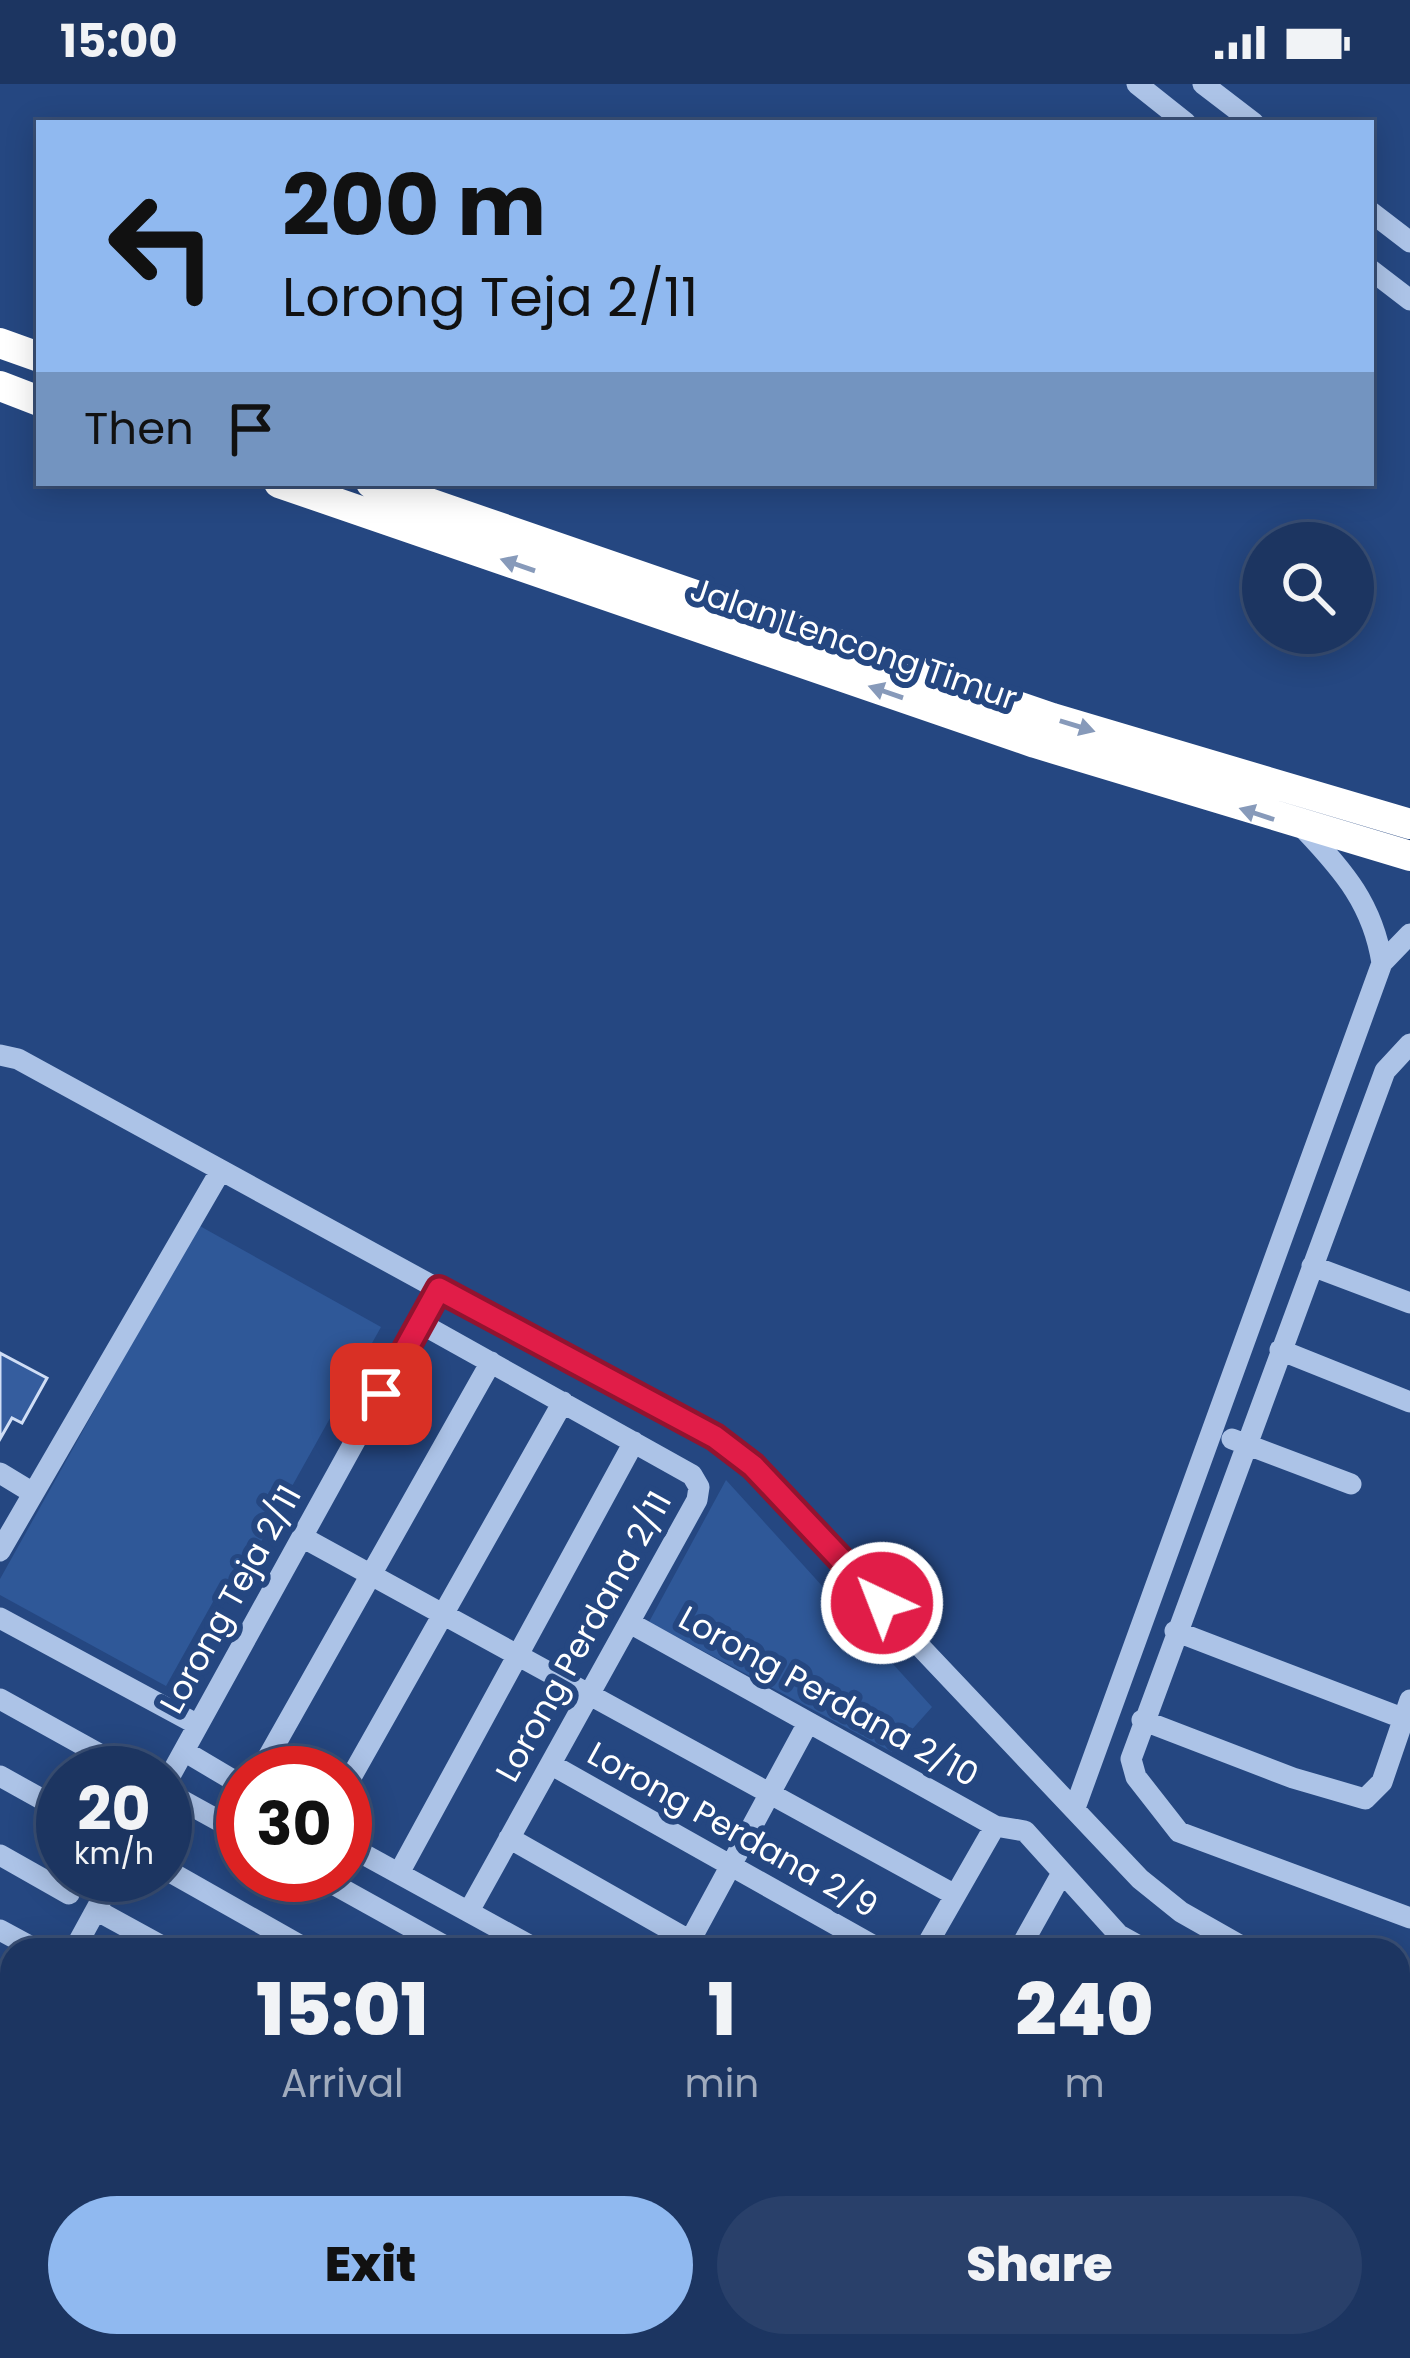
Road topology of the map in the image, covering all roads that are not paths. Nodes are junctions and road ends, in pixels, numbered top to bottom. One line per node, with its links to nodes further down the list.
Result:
1 (1137, 84): 3 (street)
2 (1203, 84): 4 (street)
3 (1182, 120)
4 (1250, 120)
5 (1374, 214): 6 (street)
6 (1410, 242)
7 (1374, 272): 8 (street)
8 (1410, 299)
9 (0, 343): 10 (highway)
10 (36, 356)
11 (0, 386): 12 (highway)
12 (36, 399)
13 (288, 486): 16 (highway, Jalan Lencong Timur, one-way to 13)
14 (380, 486): 15 (highway, Jalan Lencong Timur, one-way to 15)
15 (1410, 824)
16 (1304, 829): 17 (highway, Jalan Lencong Timur); 19 (street)
17 (1410, 856)
18 (1410, 934): 19 (street)
19 (1382, 963): 31 (street)
20 (1410, 1044): 23 (street)
21 (0, 1055): 22 (street)
22 (221, 1170): 24 (street); 36 (street)
23 (1312, 1266): 25 (street); 27 (street)
24 (439, 1289): 26 (street, Lorong Teja 2/11); 59 (street)
25 (1410, 1303)
26 (420, 1323): 28 (street, Lorong Perdana 2/11); 37 (street, Lorong Teja 2/11)
27 (1280, 1350): 30 (street); 33 (street)
28 (491, 1362): 29 (street, Lorong Perdana 2/11); 39 (street)
29 (563, 1402): 32 (street, Lorong Perdana 2/11); 40 (street)
30 (1410, 1402)
31 (1214, 1433): 33 (street); 59 (street)
32 (634, 1442): 42 (street, Lorong Perdana 2/11); 44 (street)
33 (1245, 1444): 35 (street); 43 (street)
34 (0, 1473): 36 (street)
35 (1351, 1484)
36 (33, 1493): 38 (street)
37 (302, 1537): 39 (street); 50 (street, Lorong Teja 2/11)
38 (0, 1551)
39 (369, 1576): 40 (street); 53 (street)
40 (442, 1617): 44 (street); 54 (street)
41 (0, 1618): 50 (street)
42 (630, 1623): 45 (street, Lorong Perdana 2/11); 49 (street, Lorong Perdana 2/10)
43 (1174, 1631): 47 (street); 48 (street)
44 (515, 1657): 45 (street); 66 (street)
45 (589, 1697): 55 (street, Lorong Perdana 2/11); 57 (street)
46 (0, 1699): 51 (street)
47 (1408, 1713): 48 (street)
48 (1142, 1720): 74 (street)
49 (808, 1723): 57 (street); 60 (street, Lorong Perdana 2/10)
50 (198, 1725): 52 (street, Lorong Teja 2/11)
51 (85, 1746)
52 (187, 1746)
53 (274, 1746)
54 (369, 1746)
55 (552, 1765): 61 (street, Lorong Perdana 2/11); 64 (street, Lorong Perdana 2/9)
56 (0, 1776): 58 (street)
57 (770, 1792): 64 (street); 69 (street)
58 (36, 1796)
59 (1075, 1808): 86 (street)
60 (995, 1826): 65 (street, Lorong Perdana 2/10); 69 (street)
61 (509, 1838): 73 (street, Lorong Perdana 2/11); 80 (street)
62 (0, 1855): 67 (street)
63 (372, 1859): 66 (street)
64 (730, 1866): 81 (street); 82 (street, Lorong Perdana 2/9)
65 (1062, 1873): 84 (street); 85 (street, Lorong Perdana 2/10)
66 (399, 1874): 73 (street)
67 (36, 1875)
68 (192, 1884): 77 (street)
69 (956, 1895): 83 (street)
70 (101, 1902): 72 (street)
71 (366, 1902): 78 (street)
72 (96, 1910): 75 (street); 76 (street)
73 (469, 1911): 79 (street)
74 (1410, 1918)
75 (81, 1938)
76 (147, 1938)
77 (287, 1938)
78 (430, 1938)
79 (517, 1938)
80 (678, 1938)
81 (697, 1938)
82 (859, 1938)
83 (931, 1938)
84 (1025, 1938)
85 (1111, 1938)
86 (1228, 1938)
★ ★ ★ ★ ★ ★ ★
## What you have to do
Return every entry exactly, dropping the pictures.

## Result
Road topology of the map in the image, covering all roads that are not paths. Nodes are junctions and road ends, in pixels, numbered top to bottom. One line per node, with its links to nodes further down the list.
Result:
1 (1137, 84): 3 (street)
2 (1203, 84): 4 (street)
3 (1182, 120)
4 (1250, 120)
5 (1374, 214): 6 (street)
6 (1410, 242)
7 (1374, 272): 8 (street)
8 (1410, 299)
9 (0, 343): 10 (highway)
10 (36, 356)
11 (0, 386): 12 (highway)
12 (36, 399)
13 (288, 486): 16 (highway, Jalan Lencong Timur, one-way to 13)
14 (380, 486): 15 (highway, Jalan Lencong Timur, one-way to 15)
15 (1410, 824)
16 (1304, 829): 17 (highway, Jalan Lencong Timur); 19 (street)
17 (1410, 856)
18 (1410, 934): 19 (street)
19 (1382, 963): 31 (street)
20 (1410, 1044): 23 (street)
21 (0, 1055): 22 (street)
22 (221, 1170): 24 (street); 36 (street)
23 (1312, 1266): 25 (street); 27 (street)
24 (439, 1289): 26 (street, Lorong Teja 2/11); 59 (street)
25 (1410, 1303)
26 (420, 1323): 28 (street, Lorong Perdana 2/11); 37 (street, Lorong Teja 2/11)
27 (1280, 1350): 30 (street); 33 (street)
28 (491, 1362): 29 (street, Lorong Perdana 2/11); 39 (street)
29 (563, 1402): 32 (street, Lorong Perdana 2/11); 40 (street)
30 (1410, 1402)
31 (1214, 1433): 33 (street); 59 (street)
32 (634, 1442): 42 (street, Lorong Perdana 2/11); 44 (street)
33 (1245, 1444): 35 (street); 43 (street)
34 (0, 1473): 36 (street)
35 (1351, 1484)
36 (33, 1493): 38 (street)
37 (302, 1537): 39 (street); 50 (street, Lorong Teja 2/11)
38 (0, 1551)
39 (369, 1576): 40 (street); 53 (street)
40 (442, 1617): 44 (street); 54 (street)
41 (0, 1618): 50 (street)
42 (630, 1623): 45 (street, Lorong Perdana 2/11); 49 (street, Lorong Perdana 2/10)
43 (1174, 1631): 47 (street); 48 (street)
44 (515, 1657): 45 (street); 66 (street)
45 (589, 1697): 55 (street, Lorong Perdana 2/11); 57 (street)
46 (0, 1699): 51 (street)
47 (1408, 1713): 48 (street)
48 (1142, 1720): 74 (street)
49 (808, 1723): 57 (street); 60 (street, Lorong Perdana 2/10)
50 (198, 1725): 52 (street, Lorong Teja 2/11)
51 (85, 1746)
52 (187, 1746)
53 (274, 1746)
54 (369, 1746)
55 (552, 1765): 61 (street, Lorong Perdana 2/11); 64 (street, Lorong Perdana 2/9)
56 (0, 1776): 58 (street)
57 (770, 1792): 64 (street); 69 (street)
58 (36, 1796)
59 (1075, 1808): 86 (street)
60 (995, 1826): 65 (street, Lorong Perdana 2/10); 69 (street)
61 (509, 1838): 73 (street, Lorong Perdana 2/11); 80 (street)
62 (0, 1855): 67 (street)
63 (372, 1859): 66 (street)
64 (730, 1866): 81 (street); 82 (street, Lorong Perdana 2/9)
65 (1062, 1873): 84 (street); 85 (street, Lorong Perdana 2/10)
66 (399, 1874): 73 (street)
67 (36, 1875)
68 (192, 1884): 77 (street)
69 (956, 1895): 83 (street)
70 (101, 1902): 72 (street)
71 (366, 1902): 78 (street)
72 (96, 1910): 75 (street); 76 (street)
73 (469, 1911): 79 (street)
74 (1410, 1918)
75 (81, 1938)
76 (147, 1938)
77 (287, 1938)
78 (430, 1938)
79 (517, 1938)
80 (678, 1938)
81 (697, 1938)
82 (859, 1938)
83 (931, 1938)
84 (1025, 1938)
85 (1111, 1938)
86 (1228, 1938)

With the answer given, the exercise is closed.